Do you ever have those moments that slow you down and make you truly thankful for the good things in your life? I have a close friend whose first child, a daughter, was stillborn one year ago. It was so hard to believe at the time...we had just celebrated the upcoming birth with an all-girl baby shower complete with family, friends, and pink ruffles galore. But at eight months, the baby's heartbeat was suddenly gone...she had gotten tangled in the ambilical cord and died. I can't imagine going through the pain of childbirth, knowing that at the end you will kiss your child hello and goodbye at the same time rather than taking her home and beginning your life together as a family.
I think of baby Anna often...especially when I watch little O do something new for the first time. The girls would have grown up together...they would have been just four months apart in age. I think a lot about all the things that my friend has missed out on over the last year because of her loss.

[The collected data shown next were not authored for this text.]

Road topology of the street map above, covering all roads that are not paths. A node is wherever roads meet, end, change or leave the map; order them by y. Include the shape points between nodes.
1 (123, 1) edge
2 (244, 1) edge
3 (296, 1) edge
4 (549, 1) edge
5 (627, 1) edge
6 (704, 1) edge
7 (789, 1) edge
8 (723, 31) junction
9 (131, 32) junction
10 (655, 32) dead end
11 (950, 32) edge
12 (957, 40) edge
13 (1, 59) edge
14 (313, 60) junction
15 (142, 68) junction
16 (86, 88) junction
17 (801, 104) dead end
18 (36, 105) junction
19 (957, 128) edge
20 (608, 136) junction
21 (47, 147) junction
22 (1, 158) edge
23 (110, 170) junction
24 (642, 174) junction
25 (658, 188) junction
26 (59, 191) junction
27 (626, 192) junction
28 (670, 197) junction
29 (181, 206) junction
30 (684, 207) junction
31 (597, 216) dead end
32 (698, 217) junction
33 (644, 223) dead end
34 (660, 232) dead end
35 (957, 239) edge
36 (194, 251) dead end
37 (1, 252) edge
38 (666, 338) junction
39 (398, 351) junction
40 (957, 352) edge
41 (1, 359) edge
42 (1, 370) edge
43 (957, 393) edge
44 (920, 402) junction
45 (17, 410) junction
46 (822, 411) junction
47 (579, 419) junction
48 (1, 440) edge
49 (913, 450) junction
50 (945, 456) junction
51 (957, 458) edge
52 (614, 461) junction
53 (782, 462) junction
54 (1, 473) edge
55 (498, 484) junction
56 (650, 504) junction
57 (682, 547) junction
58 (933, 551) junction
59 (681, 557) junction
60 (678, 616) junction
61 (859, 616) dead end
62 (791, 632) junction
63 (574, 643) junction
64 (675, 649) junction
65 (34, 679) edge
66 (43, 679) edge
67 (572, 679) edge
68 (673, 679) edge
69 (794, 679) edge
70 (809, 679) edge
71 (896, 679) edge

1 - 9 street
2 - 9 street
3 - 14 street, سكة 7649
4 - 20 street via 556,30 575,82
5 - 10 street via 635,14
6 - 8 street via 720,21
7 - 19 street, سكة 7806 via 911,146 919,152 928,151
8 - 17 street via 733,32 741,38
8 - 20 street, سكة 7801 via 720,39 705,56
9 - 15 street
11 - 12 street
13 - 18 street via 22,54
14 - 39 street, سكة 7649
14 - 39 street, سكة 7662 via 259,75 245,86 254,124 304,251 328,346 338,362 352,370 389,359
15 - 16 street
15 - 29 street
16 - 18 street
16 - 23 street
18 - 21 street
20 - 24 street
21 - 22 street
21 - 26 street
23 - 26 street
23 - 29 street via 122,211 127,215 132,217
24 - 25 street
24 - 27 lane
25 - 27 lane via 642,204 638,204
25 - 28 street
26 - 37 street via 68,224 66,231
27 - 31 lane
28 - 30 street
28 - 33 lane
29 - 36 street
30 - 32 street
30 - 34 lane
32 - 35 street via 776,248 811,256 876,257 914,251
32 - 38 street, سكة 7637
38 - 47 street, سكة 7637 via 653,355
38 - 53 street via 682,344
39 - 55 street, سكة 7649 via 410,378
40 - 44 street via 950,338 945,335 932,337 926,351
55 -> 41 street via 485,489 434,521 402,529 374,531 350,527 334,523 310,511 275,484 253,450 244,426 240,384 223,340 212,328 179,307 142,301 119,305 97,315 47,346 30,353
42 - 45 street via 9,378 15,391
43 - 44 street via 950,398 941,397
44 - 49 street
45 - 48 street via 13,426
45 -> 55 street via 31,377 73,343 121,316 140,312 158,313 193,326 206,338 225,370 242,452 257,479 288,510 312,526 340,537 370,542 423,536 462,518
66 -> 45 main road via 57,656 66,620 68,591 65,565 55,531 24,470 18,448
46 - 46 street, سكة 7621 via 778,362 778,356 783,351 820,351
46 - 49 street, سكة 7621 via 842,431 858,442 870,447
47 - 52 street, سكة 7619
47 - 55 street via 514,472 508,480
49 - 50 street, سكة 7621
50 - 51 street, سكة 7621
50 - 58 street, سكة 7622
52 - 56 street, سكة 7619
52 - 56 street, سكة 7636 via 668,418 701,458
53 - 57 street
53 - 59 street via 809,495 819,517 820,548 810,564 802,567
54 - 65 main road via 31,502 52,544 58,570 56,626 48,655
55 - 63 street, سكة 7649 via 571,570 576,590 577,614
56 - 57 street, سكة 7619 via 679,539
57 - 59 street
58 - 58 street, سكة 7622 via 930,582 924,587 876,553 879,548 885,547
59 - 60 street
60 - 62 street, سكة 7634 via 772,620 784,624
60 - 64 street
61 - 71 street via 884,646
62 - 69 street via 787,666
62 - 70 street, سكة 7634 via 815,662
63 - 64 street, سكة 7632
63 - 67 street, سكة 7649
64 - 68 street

And when there are those moments when little O is making me crazy with all of her climbing or tantrums over little things, and suddenly I remember that Anna could be doing those things but isn't. And I am grateful for the things that little O does to make me crazy...I know that my friend would trade me in a minute to deal with all things toddler.
Perhaps the most difficult part of this, for me, has been the change in my relationship with my friend. While she carries the pain of Anna's loss, I bear the guilt of being the one with the beautiful, healthy baby. We talk about little O...to NOT talk about her would be even more obvious than talking about her non-stop. It is hard to find the balance. Thankfully, we have known each other for many years and the closeness of our friendship has allowed us to discuss the situation openly. I feel her loss and she feels my guilt.
So kiss your children goodnight and be thankful for all the things that they are...be thankful they just are.